Ele teria sido o primeiro da lista de esperanças se fosse um doador do grupo B, como ela. Em vez disso, há um menino de 3 anos que morreu de leucemia, grupo 0 rh+.
Conhecimento
Um menino com o coração partido: a caixa de transporte foi esquecida porque ninguém sabia como usá-la
por Dário Del Porto

Com isso, um menino de dois anos e meio foi internado em Monaldi após um transplante de coração que nunca começou ontem, o quarto da lista, por ser o único compatível. Três crianças que estavam internadas em um hospital de outra cirurgia cardíaca italiana estavam na lista de instalações por terem o mesmo grupo sanguíneo do doador. São pacientes que também estão em estado grave, como bebês que precisam de um novo coração para viver.
Crianças transferidas, pesquisa no cercadinho: “Recursos extras”. Mãe: “Solidariedade de Meloni”.
por Dário Del Porto


Os protocolos utilizados há anos em nosso país prevêem que quando um órgão estiver disponível, o sistema, liderado pela Central Nacional de Transplantes, notificará os centros sobre os pacientes compatíveis. A partir de uma série de fatores, a começar pelo tamanho do órgão que não é problema no caso, decide-se qual paciente deve ser transplantado primeiro, pois a operação tem maior oportunidade e tem maior compatibilidade. Assim se forma um novo álbum, não mais potencialmente à espera de um órgão criado, mas real. Pois bem, foi o que aconteceu ontem à noite, quando os Monaldi esperavam para ver se os cirurgiões cardíacos dos outros três centros retirariam ou não o órgão da criança falecida. A luz verde de um cirurgião cardíaco inicia as operações de transplante quase imediatamente. Em seguida, a equipe se desloca para o hospital onde a criança com cérebro está internada para colher uma amostra de sangue e retorna à enfermaria o mais rápido possível.
Estou esperando para entender o que ele vai pensar, há algumas questões a serem resolvidas que dizem respeito ao próprio Monaldi. Se o órgão chegasse a Nápoles, por exemplo, quem cuidaria do transplante? Como se sabe, após um erro em dezembro o centro de ação foi suspenso. Portanto, pode haver necessidade de especialistas externos para concluir a operação. Mas quem? Ontem ainda não estava claro e caso o médico-chefe da Monaldi, Guido Oppido, fosse o único disponível para trabalhar.

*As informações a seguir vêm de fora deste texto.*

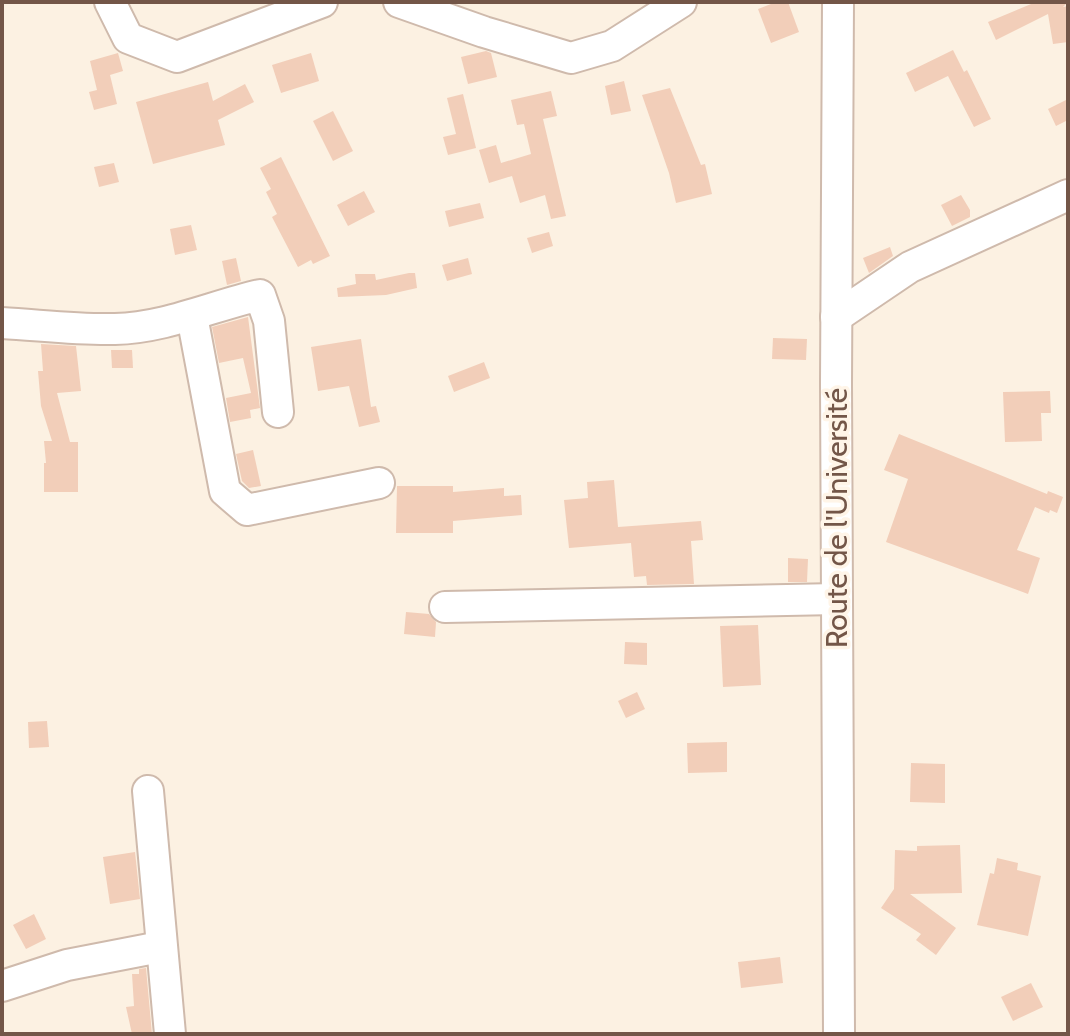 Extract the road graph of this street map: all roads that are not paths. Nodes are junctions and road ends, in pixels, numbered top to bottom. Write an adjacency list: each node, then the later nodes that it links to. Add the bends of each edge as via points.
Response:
1 (110, 2): 2 (street, via 128,38 177,57)
2 (322, 2)
3 (399, 2): 4 (street, via 571,58 612,46)
4 (681, 2)
5 (838, 2): 8 (street, Route de l'Université)
6 (1068, 195): 8 (street, via 910,267)
7 (192, 316): 9 (street, via 116,329); 10 (street, via 260,295 269,321); 11 (street, via 225,491 247,510)
8 (836, 317): 12 (street, Route de l'Université)
9 (2, 323)
10 (278, 412)
11 (379, 483)
12 (837, 599): 13 (street); 18 (street, Route de l'Université)
13 (445, 607)
14 (148, 791): 15 (street)
15 (160, 947): 16 (street, via 67,965); 17 (street)
16 (2, 986)
17 (170, 1034)
18 (839, 1034) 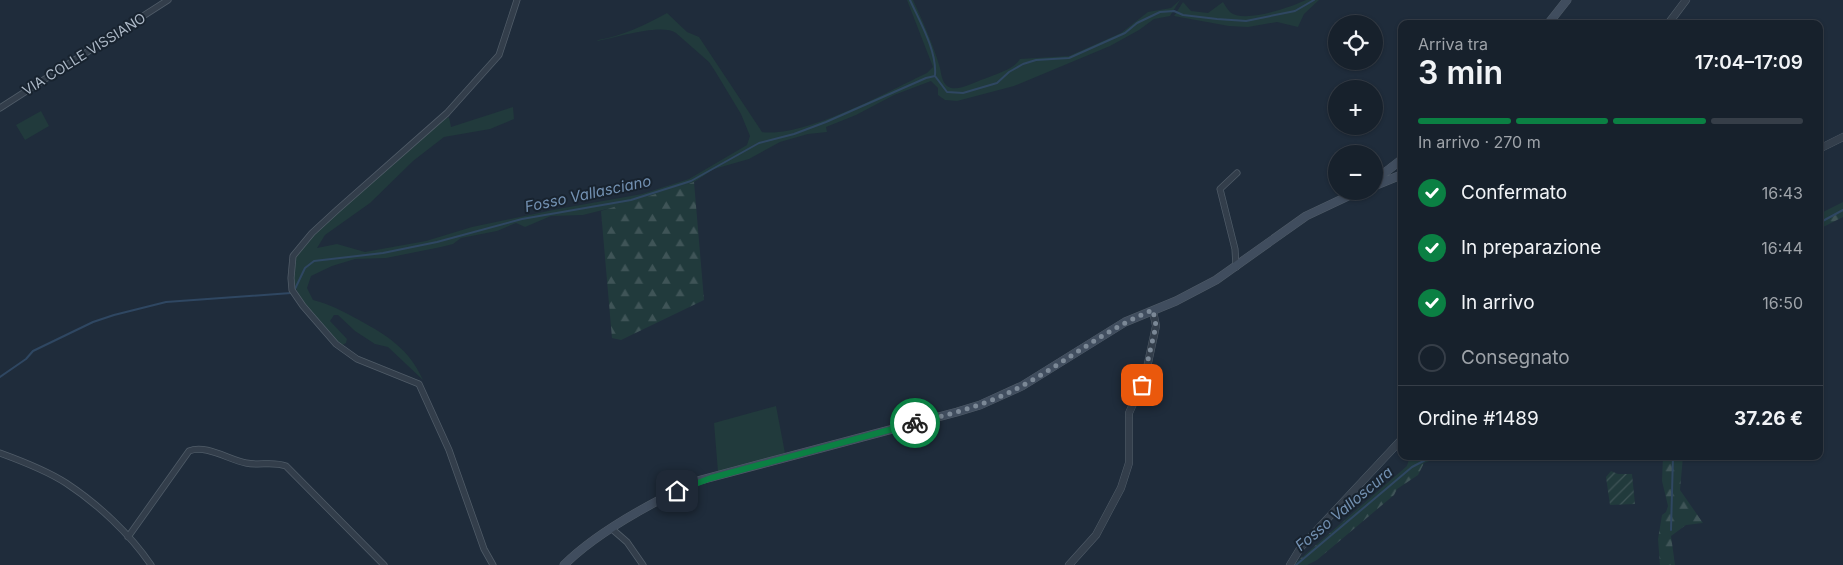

Ontem à noite, cirurgiões de quatro centros foram chamados no topo da lista de esperança e foi decidido fazer hoje uma nova avaliação do estado da criança no hospital de Nápoles, para decidir se ela pode ser transplantada. A condição do coração do doador deve ser reavaliada. Portanto, será agora organizado um encontro em Nápoles com especialistas de outros cirurgiões cardíacos (Bambino Gesù, Taurino, Bérgamo e Pádua), que será útil para decidir como encontrar o coração ontem. Entre outras coisas, é provável que alguns dos médicos chamados para aconselhar acompanhassem os pacientes em lista de espera, antes da bebé Nola. Na verdade, existem muito poucos centros de cirurgia cardíaca que realizam transplantes pediátricos na Itália, cerca de seis ou sete por ano.
“Estamos fazendo tudo o que podemos para salvá-lo”, disse ontem de manhã o primeiro-ministro Giorgia Meloni ao ministro da Saúde, Orazio Schillaci, antes de ligar para a mãe da criança. Schillaci imediatamente reuniu sua equipe para pensar em uma solução. Entretanto, foi solicitada a rede europeia que recolhe donativos. O sistema continental já prevê que o coração não pode ser transferido para o estabelecimento do país de onde for retirado, devendo ser oferecido imediatamente ao exterior, para que não seja consumido. No entanto, ficou decidido que a solicitação também seria devolvida pela Central Nacional de Transplantes, com destaque para o caso da iguaria italiana. Agora parece que pela primeira vez um coração pelo menos compatível com o filho de Monaldis não foi encontrado no estrangeiro, mas no nosso próprio país.